Worum geht es? Die 21-jährige Norwegerin Karen Kyllesø hat am Dienstag ganz alleine auf Langlaufskis den Südpol erreicht – nach 54 Tagen. Sie ist damit die jüngste bekannte Person, die jemals am Südpol war. Den bisherigen Rekord hielt der 26-jährige Franzose Pierre Hedan.
Wie lange dauerte die Vorbereitung? Karen Kyllesø hat sich während sechs Jahren akribisch auf das Abenteuer vorbereitet. Sie war 2018 die erste junge Frau, die Grönland mit Langlaufskis durchquert hat.
Was sind die Schwierigkeiten? Die deutsche Extremsportlerin Anja Blacha, die heute in der Schweiz lebt, war 2020 selbst als erste Frau alleine am Südpol. Sie sagt: «Man muss sich auf alles vorbereiten. Sturm ist sicherlich eine der grossen Eventualitäten, also sehr starke Winde. Damit geht auch eine unglaubliche Kälte und die Gefahr von Erfrierungen und Unterkühlungen einher.» Eine andere grosse Gefahr seien die Gletscherspalten.
Eine so anspruchsvolle Expedition ist kein Selbstfindungstrip.
Macht man das, um sich selbst zu finden? Da ist Blacha sehr ehrlich. «Meine persönliche Erkenntnis ist, dass eine anspruchsvolle Expedition kein Selbstfindungstrip ist. Man ist zu sehr mit dem Umsetzen beschäftigt, um innerhalb der begrenzten Ressourcen ans Ziel zu kommen.»
Was sind die mentalen Herausforderungen? Die mentale Leistungsfähigkeit sei wichtig, sagt die Extremsportlerin. «Man muss immer motiviert oder diszipliniert bleiben, um die Selbstwirksamkeit zu erleben.» Immer wieder müsse man sich selbst pushen, um sich jeden Tag durch die Kälte zu kämpfen. Für Blacha beginnt die Herausforderung schon bei der Zielsetzung: Man müsse sich darüber im Klaren sein, was man überhaupt erreichen wolle.

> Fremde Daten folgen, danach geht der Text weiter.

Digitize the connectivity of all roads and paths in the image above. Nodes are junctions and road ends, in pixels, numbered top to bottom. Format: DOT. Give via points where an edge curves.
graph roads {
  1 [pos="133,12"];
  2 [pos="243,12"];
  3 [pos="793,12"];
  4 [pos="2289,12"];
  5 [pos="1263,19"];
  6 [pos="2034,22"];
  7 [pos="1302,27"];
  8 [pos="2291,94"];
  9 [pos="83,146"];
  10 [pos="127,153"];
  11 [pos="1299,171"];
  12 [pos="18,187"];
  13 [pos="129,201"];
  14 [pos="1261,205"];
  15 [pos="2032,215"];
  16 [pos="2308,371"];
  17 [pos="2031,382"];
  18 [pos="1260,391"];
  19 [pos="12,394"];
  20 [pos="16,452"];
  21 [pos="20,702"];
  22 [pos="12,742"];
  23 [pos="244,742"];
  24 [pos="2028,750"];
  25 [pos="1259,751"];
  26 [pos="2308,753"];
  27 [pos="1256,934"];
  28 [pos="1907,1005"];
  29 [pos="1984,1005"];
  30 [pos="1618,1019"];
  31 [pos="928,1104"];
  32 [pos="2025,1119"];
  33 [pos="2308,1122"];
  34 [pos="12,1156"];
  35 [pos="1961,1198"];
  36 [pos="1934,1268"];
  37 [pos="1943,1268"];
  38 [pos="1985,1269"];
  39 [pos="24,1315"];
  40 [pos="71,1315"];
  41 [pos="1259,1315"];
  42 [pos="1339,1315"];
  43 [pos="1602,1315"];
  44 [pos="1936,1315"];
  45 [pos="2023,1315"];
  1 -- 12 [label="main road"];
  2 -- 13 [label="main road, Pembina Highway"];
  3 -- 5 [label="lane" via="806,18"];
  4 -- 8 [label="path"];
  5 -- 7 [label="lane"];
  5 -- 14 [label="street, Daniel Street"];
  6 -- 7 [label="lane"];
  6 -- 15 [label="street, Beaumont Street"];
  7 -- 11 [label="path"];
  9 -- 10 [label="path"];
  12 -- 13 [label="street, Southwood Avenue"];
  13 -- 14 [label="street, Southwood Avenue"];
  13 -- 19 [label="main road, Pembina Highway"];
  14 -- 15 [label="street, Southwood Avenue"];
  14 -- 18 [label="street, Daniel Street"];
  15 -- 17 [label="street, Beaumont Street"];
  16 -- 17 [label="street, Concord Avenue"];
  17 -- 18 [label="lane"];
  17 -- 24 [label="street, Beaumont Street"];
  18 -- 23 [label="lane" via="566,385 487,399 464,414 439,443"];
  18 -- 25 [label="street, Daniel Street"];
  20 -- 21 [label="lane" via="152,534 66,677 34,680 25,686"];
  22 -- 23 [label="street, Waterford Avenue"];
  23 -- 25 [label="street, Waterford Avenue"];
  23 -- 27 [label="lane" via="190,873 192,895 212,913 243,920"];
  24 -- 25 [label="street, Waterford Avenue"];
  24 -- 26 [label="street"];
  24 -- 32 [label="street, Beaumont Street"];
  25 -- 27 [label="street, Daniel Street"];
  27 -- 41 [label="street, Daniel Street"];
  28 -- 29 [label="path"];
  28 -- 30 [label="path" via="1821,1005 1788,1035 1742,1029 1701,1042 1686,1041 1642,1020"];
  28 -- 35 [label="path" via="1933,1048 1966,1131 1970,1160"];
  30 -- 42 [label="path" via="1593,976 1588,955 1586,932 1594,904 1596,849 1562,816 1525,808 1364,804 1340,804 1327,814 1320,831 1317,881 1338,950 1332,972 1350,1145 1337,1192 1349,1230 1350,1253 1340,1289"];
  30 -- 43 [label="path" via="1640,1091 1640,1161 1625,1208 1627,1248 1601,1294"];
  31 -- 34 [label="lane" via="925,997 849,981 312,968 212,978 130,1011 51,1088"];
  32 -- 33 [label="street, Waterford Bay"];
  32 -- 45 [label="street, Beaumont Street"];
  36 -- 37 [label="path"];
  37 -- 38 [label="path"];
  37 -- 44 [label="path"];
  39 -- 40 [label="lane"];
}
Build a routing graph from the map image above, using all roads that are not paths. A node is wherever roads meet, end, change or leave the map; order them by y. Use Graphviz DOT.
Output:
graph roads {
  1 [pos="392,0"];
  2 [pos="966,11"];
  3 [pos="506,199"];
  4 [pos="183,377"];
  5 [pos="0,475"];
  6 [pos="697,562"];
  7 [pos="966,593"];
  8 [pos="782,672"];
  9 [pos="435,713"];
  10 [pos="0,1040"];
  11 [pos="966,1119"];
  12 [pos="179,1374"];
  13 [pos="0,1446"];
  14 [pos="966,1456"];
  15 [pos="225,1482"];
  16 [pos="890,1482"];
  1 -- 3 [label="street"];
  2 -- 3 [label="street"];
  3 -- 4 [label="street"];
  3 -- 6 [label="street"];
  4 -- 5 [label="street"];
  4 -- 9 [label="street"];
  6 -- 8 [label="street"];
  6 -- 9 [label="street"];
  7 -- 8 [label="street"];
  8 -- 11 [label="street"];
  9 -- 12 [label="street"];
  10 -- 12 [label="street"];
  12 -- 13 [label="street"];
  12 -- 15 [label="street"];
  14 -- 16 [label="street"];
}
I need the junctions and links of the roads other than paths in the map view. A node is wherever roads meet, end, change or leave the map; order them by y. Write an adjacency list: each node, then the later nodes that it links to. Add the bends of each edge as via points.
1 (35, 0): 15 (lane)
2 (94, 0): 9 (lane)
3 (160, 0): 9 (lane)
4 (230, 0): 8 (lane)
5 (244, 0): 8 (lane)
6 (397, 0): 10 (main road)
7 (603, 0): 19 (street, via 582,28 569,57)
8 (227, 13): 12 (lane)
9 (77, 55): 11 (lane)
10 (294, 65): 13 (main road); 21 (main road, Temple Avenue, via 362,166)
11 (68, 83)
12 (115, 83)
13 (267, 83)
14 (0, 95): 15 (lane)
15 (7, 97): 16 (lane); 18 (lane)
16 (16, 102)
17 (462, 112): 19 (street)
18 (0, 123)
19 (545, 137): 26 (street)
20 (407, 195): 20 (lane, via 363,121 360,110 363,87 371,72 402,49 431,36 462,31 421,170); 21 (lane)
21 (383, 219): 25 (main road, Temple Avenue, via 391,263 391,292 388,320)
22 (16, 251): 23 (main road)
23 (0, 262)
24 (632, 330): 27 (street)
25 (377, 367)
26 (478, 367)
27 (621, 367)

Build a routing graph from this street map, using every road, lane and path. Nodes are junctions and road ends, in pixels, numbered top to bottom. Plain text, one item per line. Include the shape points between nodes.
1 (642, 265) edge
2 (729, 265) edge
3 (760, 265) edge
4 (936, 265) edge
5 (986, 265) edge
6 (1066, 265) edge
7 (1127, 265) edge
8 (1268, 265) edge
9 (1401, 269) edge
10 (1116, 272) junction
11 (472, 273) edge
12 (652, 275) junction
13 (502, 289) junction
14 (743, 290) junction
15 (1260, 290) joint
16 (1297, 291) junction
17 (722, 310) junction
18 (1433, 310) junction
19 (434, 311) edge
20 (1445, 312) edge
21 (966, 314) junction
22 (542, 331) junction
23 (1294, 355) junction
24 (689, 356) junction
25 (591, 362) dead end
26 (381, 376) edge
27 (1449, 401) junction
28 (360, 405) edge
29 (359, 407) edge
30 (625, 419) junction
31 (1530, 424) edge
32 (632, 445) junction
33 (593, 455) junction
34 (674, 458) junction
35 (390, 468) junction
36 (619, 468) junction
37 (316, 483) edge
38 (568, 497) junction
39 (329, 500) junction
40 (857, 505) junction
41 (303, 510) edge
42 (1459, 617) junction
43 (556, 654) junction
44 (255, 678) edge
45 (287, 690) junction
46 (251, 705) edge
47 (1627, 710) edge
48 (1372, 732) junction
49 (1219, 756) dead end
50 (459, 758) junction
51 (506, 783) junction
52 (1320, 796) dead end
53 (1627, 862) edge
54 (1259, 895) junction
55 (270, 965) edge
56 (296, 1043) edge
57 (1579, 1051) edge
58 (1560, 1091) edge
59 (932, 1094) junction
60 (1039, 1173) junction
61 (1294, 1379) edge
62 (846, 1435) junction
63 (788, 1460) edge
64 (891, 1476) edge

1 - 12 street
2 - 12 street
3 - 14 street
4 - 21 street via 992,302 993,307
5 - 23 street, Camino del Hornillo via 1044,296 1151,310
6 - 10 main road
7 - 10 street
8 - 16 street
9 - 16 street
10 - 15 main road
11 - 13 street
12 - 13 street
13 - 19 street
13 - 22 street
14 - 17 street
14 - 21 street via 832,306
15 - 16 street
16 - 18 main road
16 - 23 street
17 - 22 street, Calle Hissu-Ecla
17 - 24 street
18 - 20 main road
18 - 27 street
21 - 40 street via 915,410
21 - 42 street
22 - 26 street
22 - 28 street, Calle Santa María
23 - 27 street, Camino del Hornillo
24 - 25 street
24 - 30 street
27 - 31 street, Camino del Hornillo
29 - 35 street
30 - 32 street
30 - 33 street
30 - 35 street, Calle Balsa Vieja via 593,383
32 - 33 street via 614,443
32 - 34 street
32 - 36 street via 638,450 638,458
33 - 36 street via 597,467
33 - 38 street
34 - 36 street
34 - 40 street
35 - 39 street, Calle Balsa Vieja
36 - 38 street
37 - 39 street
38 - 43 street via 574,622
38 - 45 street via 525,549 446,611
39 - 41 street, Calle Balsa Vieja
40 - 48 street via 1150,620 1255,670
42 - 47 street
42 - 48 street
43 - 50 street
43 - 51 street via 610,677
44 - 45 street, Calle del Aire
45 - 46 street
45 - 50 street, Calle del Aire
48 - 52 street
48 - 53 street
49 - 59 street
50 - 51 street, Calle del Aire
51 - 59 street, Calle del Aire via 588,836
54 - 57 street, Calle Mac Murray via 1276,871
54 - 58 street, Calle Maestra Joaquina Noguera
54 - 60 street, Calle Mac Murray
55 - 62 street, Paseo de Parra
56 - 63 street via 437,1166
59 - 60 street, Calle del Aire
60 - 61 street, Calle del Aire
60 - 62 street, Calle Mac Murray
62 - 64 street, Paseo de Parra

Was muss man beherrschen? Sie habe gelernt, wie man mit Langlaufskiern und dem Kochsystem umgehe sowie wie das mit der Navigation funktioniere, sagt Blacha. Dazu habe sie ein Training in Norwegen und in Grönland gemacht. «Dabei habe ich alles auf Herz und Nieren getestet, um zu sehen, ob es überhaupt so funktioniert, wie ich es mir gedacht habe.» Alles müsse einbezogen werden, vom Kalorienverbrauch bis zum Schlitten, den sie – wie auch Karen Kyllesø – die ganze Strecke mitgezogen hat.
Ist der Schlitten nicht zu schwer? Am Anfang betrug das Gewicht von Karen Kyllesøs Schlitten 100 Kilo, mit der Zeit wurde er etwas leichter. Blacha erklärt: «Es ist sehr unterschiedlich, wie sich das Gewicht des Schlittens anfühlt. Das hat mit der Beschaffenheit des Schnees zu tun.» Bei glatter, eisiger Oberfläche sei der Schlitten leicht zu ziehen. Doch der Schnee könne auch weich sein, klebrig oder trocken, und dann wirke der Schlitten wie ein Betonklotz, den man an den Hüften mitziehen müsse.
Was fühlt man, wenn man endlich ankommt? Karen Kyllesø hat es gegenüber dem norwegischen TV-Sender TV2 so beschrieben: «Natürlich habe ich mich gefreut, aber ich muss zugeben, dass es für mich etwas seltsam war, die Welt, in der ich mich zwei Monate lang befunden hatte, wieder zu verlassen.» Es sei fantastisch und seltsam gleichzeitig, sagte die junge Frau. «Nach 54 Tagen in der wunderschönen Natur fand ich den Südpol etwas hässlich: Es hat Gebäude und Maschinen, die da eigentlich nicht hingehören.»